## WORK INSTRUCTION
If a line of the records contains the string "curves", copy it out.

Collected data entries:
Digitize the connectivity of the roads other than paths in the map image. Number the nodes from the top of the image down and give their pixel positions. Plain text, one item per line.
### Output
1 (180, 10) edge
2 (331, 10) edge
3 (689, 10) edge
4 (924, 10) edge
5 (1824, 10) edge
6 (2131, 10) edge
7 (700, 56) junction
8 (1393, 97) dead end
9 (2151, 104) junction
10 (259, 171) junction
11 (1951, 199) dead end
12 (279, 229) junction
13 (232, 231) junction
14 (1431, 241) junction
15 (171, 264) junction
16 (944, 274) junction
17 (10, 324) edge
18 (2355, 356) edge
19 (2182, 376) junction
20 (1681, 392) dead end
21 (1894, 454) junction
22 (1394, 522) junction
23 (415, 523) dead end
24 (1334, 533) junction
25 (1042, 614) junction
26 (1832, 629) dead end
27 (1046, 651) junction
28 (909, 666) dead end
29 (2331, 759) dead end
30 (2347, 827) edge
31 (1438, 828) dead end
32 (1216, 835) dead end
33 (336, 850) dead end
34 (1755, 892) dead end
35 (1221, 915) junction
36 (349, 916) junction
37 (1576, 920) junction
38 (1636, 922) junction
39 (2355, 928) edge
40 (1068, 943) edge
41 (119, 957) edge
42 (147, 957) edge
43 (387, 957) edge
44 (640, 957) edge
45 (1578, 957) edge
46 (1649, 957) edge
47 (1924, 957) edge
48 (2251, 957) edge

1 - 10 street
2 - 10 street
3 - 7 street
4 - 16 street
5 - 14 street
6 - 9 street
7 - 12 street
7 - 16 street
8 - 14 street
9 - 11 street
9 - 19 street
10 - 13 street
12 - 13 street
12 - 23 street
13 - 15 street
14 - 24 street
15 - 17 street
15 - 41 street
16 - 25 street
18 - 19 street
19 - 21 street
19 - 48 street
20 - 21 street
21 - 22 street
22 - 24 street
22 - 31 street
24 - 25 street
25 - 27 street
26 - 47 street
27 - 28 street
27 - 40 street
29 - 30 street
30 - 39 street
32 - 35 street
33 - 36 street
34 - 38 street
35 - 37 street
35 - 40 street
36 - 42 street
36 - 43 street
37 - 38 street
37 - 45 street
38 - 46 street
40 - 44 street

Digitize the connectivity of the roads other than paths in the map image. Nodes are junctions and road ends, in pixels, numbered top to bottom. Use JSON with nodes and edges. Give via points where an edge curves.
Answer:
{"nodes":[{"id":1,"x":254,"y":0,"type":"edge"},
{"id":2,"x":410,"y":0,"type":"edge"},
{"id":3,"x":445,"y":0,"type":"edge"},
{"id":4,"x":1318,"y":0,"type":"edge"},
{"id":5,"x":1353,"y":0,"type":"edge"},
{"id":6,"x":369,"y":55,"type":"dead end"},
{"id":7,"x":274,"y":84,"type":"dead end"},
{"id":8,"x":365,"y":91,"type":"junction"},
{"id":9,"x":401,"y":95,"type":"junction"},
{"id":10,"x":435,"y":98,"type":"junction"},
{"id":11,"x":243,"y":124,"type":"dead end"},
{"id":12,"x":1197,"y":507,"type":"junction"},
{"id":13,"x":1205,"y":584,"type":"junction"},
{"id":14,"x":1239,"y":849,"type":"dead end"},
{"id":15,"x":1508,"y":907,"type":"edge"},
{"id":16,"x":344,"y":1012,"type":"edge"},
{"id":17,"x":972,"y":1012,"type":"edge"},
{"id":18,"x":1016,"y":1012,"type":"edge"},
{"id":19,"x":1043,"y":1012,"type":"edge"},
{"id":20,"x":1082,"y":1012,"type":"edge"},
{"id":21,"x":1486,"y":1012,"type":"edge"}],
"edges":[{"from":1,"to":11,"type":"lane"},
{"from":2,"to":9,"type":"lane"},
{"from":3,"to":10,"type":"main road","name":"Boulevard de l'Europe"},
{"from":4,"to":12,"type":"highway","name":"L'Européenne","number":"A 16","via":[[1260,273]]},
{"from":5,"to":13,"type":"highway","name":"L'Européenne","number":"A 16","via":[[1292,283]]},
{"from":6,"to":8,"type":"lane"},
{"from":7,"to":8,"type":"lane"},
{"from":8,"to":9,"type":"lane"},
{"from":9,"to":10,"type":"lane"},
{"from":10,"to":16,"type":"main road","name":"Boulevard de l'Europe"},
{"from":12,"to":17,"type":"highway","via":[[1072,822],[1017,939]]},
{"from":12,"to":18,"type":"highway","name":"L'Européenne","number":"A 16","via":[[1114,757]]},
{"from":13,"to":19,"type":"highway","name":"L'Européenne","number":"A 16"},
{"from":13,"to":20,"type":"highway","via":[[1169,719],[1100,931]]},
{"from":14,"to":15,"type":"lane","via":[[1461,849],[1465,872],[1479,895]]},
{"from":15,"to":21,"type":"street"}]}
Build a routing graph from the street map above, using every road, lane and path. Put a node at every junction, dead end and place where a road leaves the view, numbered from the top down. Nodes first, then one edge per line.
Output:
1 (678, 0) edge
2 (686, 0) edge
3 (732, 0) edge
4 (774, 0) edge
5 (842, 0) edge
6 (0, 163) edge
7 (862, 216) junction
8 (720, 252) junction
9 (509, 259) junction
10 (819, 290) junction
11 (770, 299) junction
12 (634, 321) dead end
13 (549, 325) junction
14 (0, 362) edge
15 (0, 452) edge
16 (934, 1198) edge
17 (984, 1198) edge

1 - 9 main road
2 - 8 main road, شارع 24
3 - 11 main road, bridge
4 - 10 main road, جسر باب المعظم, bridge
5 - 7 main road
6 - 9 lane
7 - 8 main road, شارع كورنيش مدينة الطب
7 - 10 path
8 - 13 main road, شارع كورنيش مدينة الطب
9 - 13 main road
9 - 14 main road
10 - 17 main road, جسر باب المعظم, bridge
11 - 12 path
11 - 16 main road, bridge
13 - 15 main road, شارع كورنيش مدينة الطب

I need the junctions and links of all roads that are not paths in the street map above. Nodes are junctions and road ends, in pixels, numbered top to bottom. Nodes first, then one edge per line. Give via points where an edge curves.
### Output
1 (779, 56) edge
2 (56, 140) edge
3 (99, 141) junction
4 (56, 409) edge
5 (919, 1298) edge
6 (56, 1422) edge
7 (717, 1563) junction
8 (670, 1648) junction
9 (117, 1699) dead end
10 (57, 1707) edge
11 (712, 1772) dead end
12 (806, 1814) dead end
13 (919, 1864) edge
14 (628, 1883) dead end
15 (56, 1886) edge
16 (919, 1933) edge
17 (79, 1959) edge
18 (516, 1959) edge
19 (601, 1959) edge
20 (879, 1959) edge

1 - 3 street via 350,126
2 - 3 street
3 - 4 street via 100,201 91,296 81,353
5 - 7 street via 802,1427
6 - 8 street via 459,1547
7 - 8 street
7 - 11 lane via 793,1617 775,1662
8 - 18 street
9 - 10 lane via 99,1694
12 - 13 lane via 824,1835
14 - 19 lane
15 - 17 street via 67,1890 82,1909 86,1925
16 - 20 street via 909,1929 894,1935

## ANSWER BOX
Digitize the connectivity of the roads other than paths in the map image. Nodes are junctions and road ends, in pixels, numbered top to bottom. Use JSON with nodes and edges. Give via points where an edge curves.
I need the junctions and links of all roads that are not paths in the street map above. Nodes are junctions and road ends, in pixels, numbered top to bottom. Nodes first, then one edge per line. Give via points where an edge curves.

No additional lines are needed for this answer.